Stored entries
::::::::

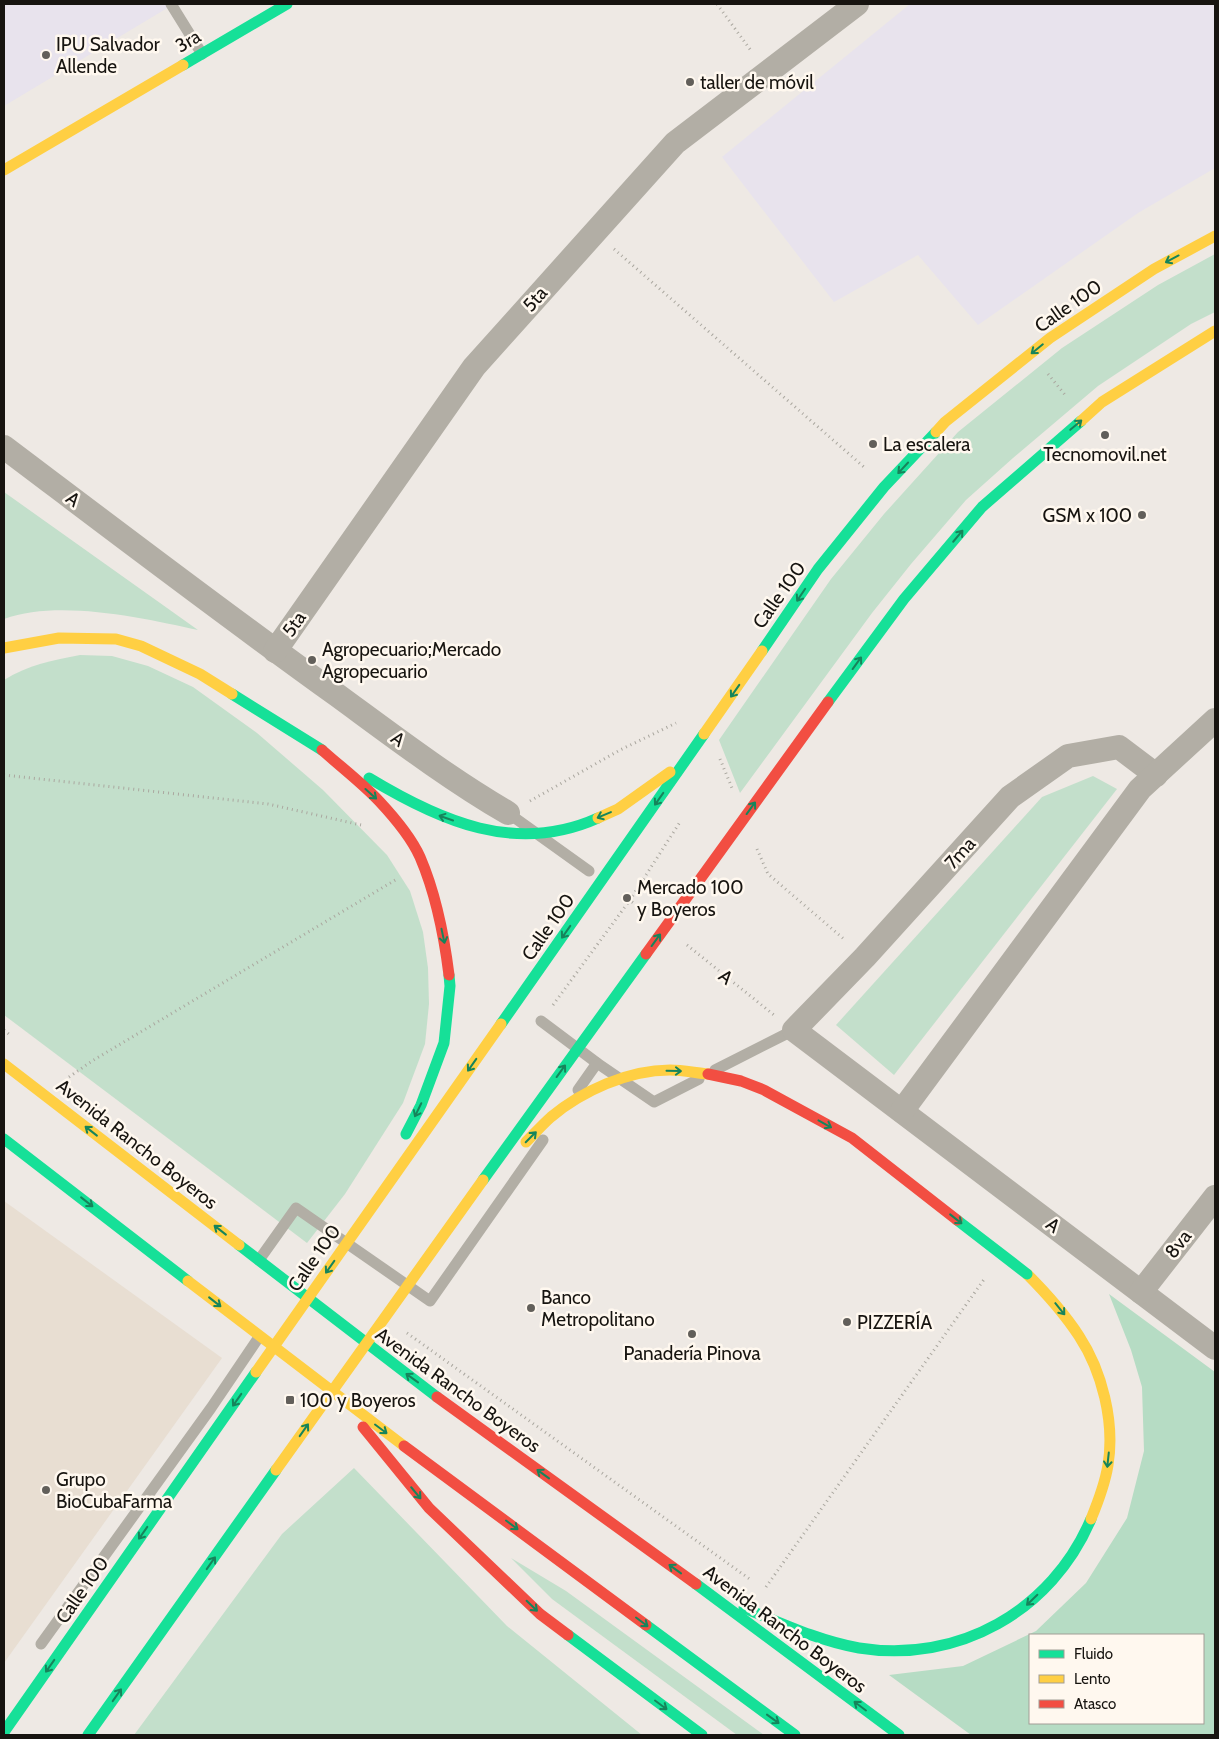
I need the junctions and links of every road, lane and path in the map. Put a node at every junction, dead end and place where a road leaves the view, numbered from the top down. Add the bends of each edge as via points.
1 (172, 4) edge
2 (287, 4) edge
3 (717, 4) edge
4 (857, 4) edge
5 (202, 54) junction
6 (767, 73) junction
7 (4, 170) edge
8 (595, 232) junction
9 (1215, 236) edge
10 (1215, 331) edge
11 (4, 447) edge
12 (870, 472) dead end
13 (42, 640) junction
14 (4, 648) edge
15 (275, 651) junction
16 (11, 658) dead end
17 (682, 720) dead end
18 (1215, 720) edge
19 (322, 750) junction
20 (716, 752) dead end
21 (687, 759) junction
22 (720, 760) junction
23 (715, 768) dead end
24 (4, 774) edge
25 (1156, 775) junction
26 (734, 795) dead end
27 (508, 813) junction
28 (683, 818) dead end
29 (365, 826) dead end
30 (756, 847) dead end
31 (589, 871) dead end
32 (401, 877) dead end
33 (623, 895) dead end
34 (630, 900) junction
35 (646, 912) dead end
36 (685, 943) dead end
37 (865, 957) junction
38 (541, 1021) joint
39 (4, 1030) edge
40 (794, 1030) junction
41 (11, 1036) dead end
42 (4, 1063) edge
43 (597, 1063) junction
44 (65, 1080) dead end
45 (902, 1110) junction
46 (4, 1139) edge
47 (4, 1145) edge
48 (48, 1172) junction
49 (1215, 1197) edge
50 (358, 1227) junction
51 (258, 1260) junction
52 (420, 1267) junction
53 (987, 1274) dead end
54 (1141, 1292) junction
55 (404, 1331) dead end
56 (259, 1337) junction
57 (1215, 1348) edge
58 (342, 1400) junction
59 (756, 1583) dead end
60 (764, 1589) dead end
61 (714, 1597) junction
62 (41, 1644) dead end
63 (4, 1732) edge
64 (88, 1735) edge
65 (702, 1735) edge
66 (795, 1735) edge
67 (899, 1735) edge

1 - 5 lane
2 - 5 main road, 3ra
3 - 6 path
4 - 6 street, 5ta
5 - 7 main road, 3ra
6 - 8 street, 5ta via 674,143
8 - 12 path
8 - 15 street, 5ta via 474,367
9 -> 21 main road, Calle 100, bridge via 1154,269 1050,338 946,422 884,487 818,569
52 -> 10 main road, bridge via 904,599 982,507 1102,402
11 - 15 street, A
13 - 14 main road
13 - 16 main road
13 - 19 main road via 116,639 141,646 200,674
15 - 27 street, A via 444,772
17 - 27 path via 620,750
18 - 25 street
21 -> 19 main road, bridge via 618,810 585,824 551,832 506,834 435,814
19 -> 50 main road, bridge via 378,800 419,855 434,896 450,986 444,1043 421,1105
20 - 22 path
21 -> 50 main road, Calle 100, bridge
22 - 23 path
22 - 26 path
24 - 29 path via 268,804
25 - 37 street, 7ma via 1119,748 1068,756 1010,798
25 - 45 street via 1140,790
27 - 31 lane, A
28 - 34 path
30 - 37 path via 768,874
32 - 44 path
33 - 34 path
34 - 35 path
34 - 38 path
36 - 40 path, A
37 - 40 street, 7ma
38 - 43 lane
39 - 41 path
40 - 43 lane via 654,1102
40 - 45 street, A
51 -> 42 main road, Avenida Rancho Boyeros
43 - 51 lane via 430,1301 296,1208
45 - 54 street, A
46 - 48 main road
47 - 48 main road
48 -> 56 main road
49 - 54 street, 8va
50 -> 63 main road, Calle 100, bridge
61 -> 51 main road, Avenida Rancho Boyeros via 411,1378
52 -> 61 main road, bridge via 520,1148 551,1117 605,1084 627,1076 670,1070 741,1081 764,1090 852,1138 1027,1274 1055,1303 1084,1344 1100,1381 1109,1434 1108,1463 1096,1507 1075,1548 1053,1580 1024,1608 974,1636 935,1646 877,1651 839,1644
64 -> 52 main road, bridge
53 - 60 path
54 - 57 street, A
55 - 59 path
56 - 58 main road
56 - 62 lane
58 -> 65 main road via 429,1508 540,1614
58 -> 66 main road
67 -> 61 main road, Avenida Rancho Boyeros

::::::::

ACTIVITY
Every entry above should be printed again exactly, except for the pictures.

RESULT OF THE EXERCISE
I need the junctions and links of every road, lane and path in the map. Put a node at every junction, dead end and place where a road leaves the view, numbered from the top down. Add the bends of each edge as via points.
1 (172, 4) edge
2 (287, 4) edge
3 (717, 4) edge
4 (857, 4) edge
5 (202, 54) junction
6 (767, 73) junction
7 (4, 170) edge
8 (595, 232) junction
9 (1215, 236) edge
10 (1215, 331) edge
11 (4, 447) edge
12 (870, 472) dead end
13 (42, 640) junction
14 (4, 648) edge
15 (275, 651) junction
16 (11, 658) dead end
17 (682, 720) dead end
18 (1215, 720) edge
19 (322, 750) junction
20 (716, 752) dead end
21 (687, 759) junction
22 (720, 760) junction
23 (715, 768) dead end
24 (4, 774) edge
25 (1156, 775) junction
26 (734, 795) dead end
27 (508, 813) junction
28 (683, 818) dead end
29 (365, 826) dead end
30 (756, 847) dead end
31 (589, 871) dead end
32 (401, 877) dead end
33 (623, 895) dead end
34 (630, 900) junction
35 (646, 912) dead end
36 (685, 943) dead end
37 (865, 957) junction
38 (541, 1021) joint
39 (4, 1030) edge
40 (794, 1030) junction
41 (11, 1036) dead end
42 (4, 1063) edge
43 (597, 1063) junction
44 (65, 1080) dead end
45 (902, 1110) junction
46 (4, 1139) edge
47 (4, 1145) edge
48 (48, 1172) junction
49 (1215, 1197) edge
50 (358, 1227) junction
51 (258, 1260) junction
52 (420, 1267) junction
53 (987, 1274) dead end
54 (1141, 1292) junction
55 (404, 1331) dead end
56 (259, 1337) junction
57 (1215, 1348) edge
58 (342, 1400) junction
59 (756, 1583) dead end
60 (764, 1589) dead end
61 (714, 1597) junction
62 (41, 1644) dead end
63 (4, 1732) edge
64 (88, 1735) edge
65 (702, 1735) edge
66 (795, 1735) edge
67 (899, 1735) edge

1 - 5 lane
2 - 5 main road, 3ra
3 - 6 path
4 - 6 street, 5ta
5 - 7 main road, 3ra
6 - 8 street, 5ta via 674,143
8 - 12 path
8 - 15 street, 5ta via 474,367
9 -> 21 main road, Calle 100, bridge via 1154,269 1050,338 946,422 884,487 818,569
52 -> 10 main road, bridge via 904,599 982,507 1102,402
11 - 15 street, A
13 - 14 main road
13 - 16 main road
13 - 19 main road via 116,639 141,646 200,674
15 - 27 street, A via 444,772
17 - 27 path via 620,750
18 - 25 street
21 -> 19 main road, bridge via 618,810 585,824 551,832 506,834 435,814
19 -> 50 main road, bridge via 378,800 419,855 434,896 450,986 444,1043 421,1105
20 - 22 path
21 -> 50 main road, Calle 100, bridge
22 - 23 path
22 - 26 path
24 - 29 path via 268,804
25 - 37 street, 7ma via 1119,748 1068,756 1010,798
25 - 45 street via 1140,790
27 - 31 lane, A
28 - 34 path
30 - 37 path via 768,874
32 - 44 path
33 - 34 path
34 - 35 path
34 - 38 path
36 - 40 path, A
37 - 40 street, 7ma
38 - 43 lane
39 - 41 path
40 - 43 lane via 654,1102
40 - 45 street, A
51 -> 42 main road, Avenida Rancho Boyeros
43 - 51 lane via 430,1301 296,1208
45 - 54 street, A
46 - 48 main road
47 - 48 main road
48 -> 56 main road
49 - 54 street, 8va
50 -> 63 main road, Calle 100, bridge
61 -> 51 main road, Avenida Rancho Boyeros via 411,1378
52 -> 61 main road, bridge via 520,1148 551,1117 605,1084 627,1076 670,1070 741,1081 764,1090 852,1138 1027,1274 1055,1303 1084,1344 1100,1381 1109,1434 1108,1463 1096,1507 1075,1548 1053,1580 1024,1608 974,1636 935,1646 877,1651 839,1644
64 -> 52 main road, bridge
53 - 60 path
54 - 57 street, A
55 - 59 path
56 - 58 main road
56 - 62 lane
58 -> 65 main road via 429,1508 540,1614
58 -> 66 main road
67 -> 61 main road, Avenida Rancho Boyeros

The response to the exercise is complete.